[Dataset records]
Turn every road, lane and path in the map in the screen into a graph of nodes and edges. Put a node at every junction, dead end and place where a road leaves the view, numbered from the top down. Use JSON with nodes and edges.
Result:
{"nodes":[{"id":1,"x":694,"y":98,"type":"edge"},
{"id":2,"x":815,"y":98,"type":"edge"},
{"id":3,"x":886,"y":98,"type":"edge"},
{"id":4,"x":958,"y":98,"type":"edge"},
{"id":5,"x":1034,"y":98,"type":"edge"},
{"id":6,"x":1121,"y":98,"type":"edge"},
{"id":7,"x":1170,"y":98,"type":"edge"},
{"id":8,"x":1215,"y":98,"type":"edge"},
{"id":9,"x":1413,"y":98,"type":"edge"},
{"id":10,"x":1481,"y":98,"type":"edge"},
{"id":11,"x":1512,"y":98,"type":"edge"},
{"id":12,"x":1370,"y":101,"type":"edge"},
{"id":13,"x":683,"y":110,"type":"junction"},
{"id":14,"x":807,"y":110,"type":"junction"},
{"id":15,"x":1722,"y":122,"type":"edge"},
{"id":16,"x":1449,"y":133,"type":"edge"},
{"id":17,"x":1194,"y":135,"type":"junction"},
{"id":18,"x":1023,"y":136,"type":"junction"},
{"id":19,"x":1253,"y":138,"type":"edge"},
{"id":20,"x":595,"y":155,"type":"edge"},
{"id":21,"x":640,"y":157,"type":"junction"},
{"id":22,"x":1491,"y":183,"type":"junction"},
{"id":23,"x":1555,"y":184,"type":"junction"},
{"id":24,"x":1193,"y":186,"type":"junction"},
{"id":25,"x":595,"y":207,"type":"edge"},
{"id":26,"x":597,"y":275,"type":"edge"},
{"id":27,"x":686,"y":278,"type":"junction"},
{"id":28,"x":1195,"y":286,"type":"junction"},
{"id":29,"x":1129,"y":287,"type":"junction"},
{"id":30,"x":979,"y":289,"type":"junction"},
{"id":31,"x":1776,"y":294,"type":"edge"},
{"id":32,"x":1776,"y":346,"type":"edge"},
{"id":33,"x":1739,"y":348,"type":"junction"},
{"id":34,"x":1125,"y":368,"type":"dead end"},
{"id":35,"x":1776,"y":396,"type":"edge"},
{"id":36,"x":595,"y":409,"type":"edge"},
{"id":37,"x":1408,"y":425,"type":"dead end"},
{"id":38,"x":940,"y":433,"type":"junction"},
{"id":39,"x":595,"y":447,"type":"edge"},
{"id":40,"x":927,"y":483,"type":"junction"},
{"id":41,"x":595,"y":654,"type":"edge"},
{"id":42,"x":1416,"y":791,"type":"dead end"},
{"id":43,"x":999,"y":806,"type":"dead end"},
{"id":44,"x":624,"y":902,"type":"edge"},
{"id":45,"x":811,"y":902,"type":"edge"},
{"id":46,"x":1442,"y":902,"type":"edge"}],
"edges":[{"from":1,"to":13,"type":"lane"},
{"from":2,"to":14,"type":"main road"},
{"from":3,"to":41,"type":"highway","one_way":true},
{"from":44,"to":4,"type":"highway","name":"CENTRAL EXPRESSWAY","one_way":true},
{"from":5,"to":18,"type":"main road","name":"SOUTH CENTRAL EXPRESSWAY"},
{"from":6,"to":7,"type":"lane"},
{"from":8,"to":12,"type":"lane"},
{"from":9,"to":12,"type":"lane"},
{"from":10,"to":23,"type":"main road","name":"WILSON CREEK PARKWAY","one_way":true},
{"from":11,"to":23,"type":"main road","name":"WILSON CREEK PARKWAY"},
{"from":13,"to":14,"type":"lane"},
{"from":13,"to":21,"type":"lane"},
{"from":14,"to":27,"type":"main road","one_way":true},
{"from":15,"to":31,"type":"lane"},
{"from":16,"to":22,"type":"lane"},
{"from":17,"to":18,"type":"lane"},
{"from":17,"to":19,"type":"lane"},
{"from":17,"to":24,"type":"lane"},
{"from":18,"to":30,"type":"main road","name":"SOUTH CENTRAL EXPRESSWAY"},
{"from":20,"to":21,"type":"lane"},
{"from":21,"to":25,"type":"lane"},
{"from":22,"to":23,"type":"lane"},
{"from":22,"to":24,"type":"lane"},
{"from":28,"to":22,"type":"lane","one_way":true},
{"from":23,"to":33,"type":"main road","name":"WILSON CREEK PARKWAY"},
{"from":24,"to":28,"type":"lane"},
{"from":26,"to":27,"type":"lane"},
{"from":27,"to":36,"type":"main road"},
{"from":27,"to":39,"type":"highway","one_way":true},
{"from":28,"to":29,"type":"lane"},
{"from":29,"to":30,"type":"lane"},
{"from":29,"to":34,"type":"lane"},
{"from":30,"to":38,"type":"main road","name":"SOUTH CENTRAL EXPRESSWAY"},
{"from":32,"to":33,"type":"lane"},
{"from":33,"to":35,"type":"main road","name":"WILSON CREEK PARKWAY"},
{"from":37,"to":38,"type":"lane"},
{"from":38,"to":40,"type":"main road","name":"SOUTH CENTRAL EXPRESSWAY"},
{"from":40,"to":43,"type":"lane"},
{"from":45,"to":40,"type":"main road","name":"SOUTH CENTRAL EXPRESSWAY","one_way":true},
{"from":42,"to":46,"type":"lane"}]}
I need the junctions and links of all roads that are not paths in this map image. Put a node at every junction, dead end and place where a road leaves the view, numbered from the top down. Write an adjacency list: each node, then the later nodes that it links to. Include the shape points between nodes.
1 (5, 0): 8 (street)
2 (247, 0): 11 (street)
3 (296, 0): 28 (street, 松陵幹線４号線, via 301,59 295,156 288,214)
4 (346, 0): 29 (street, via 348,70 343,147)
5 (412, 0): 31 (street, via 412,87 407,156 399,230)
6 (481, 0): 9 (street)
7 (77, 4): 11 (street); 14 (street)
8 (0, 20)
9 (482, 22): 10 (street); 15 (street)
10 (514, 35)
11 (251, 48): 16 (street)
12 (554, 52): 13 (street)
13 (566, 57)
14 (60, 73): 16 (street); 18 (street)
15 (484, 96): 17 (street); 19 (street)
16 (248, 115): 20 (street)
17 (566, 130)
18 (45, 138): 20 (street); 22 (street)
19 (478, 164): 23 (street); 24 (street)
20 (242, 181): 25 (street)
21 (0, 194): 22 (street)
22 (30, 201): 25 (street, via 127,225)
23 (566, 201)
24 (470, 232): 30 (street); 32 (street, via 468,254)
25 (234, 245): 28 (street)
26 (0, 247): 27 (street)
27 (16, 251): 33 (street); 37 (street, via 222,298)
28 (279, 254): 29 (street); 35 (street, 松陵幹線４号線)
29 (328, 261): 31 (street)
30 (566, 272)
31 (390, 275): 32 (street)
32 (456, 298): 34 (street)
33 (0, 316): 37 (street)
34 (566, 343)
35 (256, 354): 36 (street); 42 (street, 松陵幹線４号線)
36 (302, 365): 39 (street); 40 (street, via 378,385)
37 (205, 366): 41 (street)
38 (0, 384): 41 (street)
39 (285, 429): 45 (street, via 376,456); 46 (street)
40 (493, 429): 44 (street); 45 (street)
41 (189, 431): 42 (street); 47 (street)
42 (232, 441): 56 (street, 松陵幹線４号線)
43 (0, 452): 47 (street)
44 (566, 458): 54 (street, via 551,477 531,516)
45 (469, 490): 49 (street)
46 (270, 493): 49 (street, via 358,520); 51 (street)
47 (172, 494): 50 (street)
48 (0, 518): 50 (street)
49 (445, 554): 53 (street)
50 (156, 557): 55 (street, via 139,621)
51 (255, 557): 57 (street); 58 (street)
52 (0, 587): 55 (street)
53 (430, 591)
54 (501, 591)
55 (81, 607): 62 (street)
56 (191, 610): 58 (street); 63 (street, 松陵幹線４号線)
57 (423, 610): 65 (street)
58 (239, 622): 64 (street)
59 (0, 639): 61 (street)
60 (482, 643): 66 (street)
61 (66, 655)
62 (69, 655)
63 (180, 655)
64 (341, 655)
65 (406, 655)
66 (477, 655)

**PROBLEM TO SOLVE**: Your answer should consist of all lines above that include the string "view".

**YOUR SOLUTION**:
Turn every road, lane and path in the map in the screen into a graph of nodes and edges. Put a node at every junction, dead end and place where a road leaves the view, numbered from the top down. Use JSON with nodes and edges.
I need the junctions and links of all roads that are not paths in this map image. Put a node at every junction, dead end and place where a road leaves the view, numbered from the top down. Write an adjacency list: each node, then the later nodes that it links to. Include the shape points between nodes.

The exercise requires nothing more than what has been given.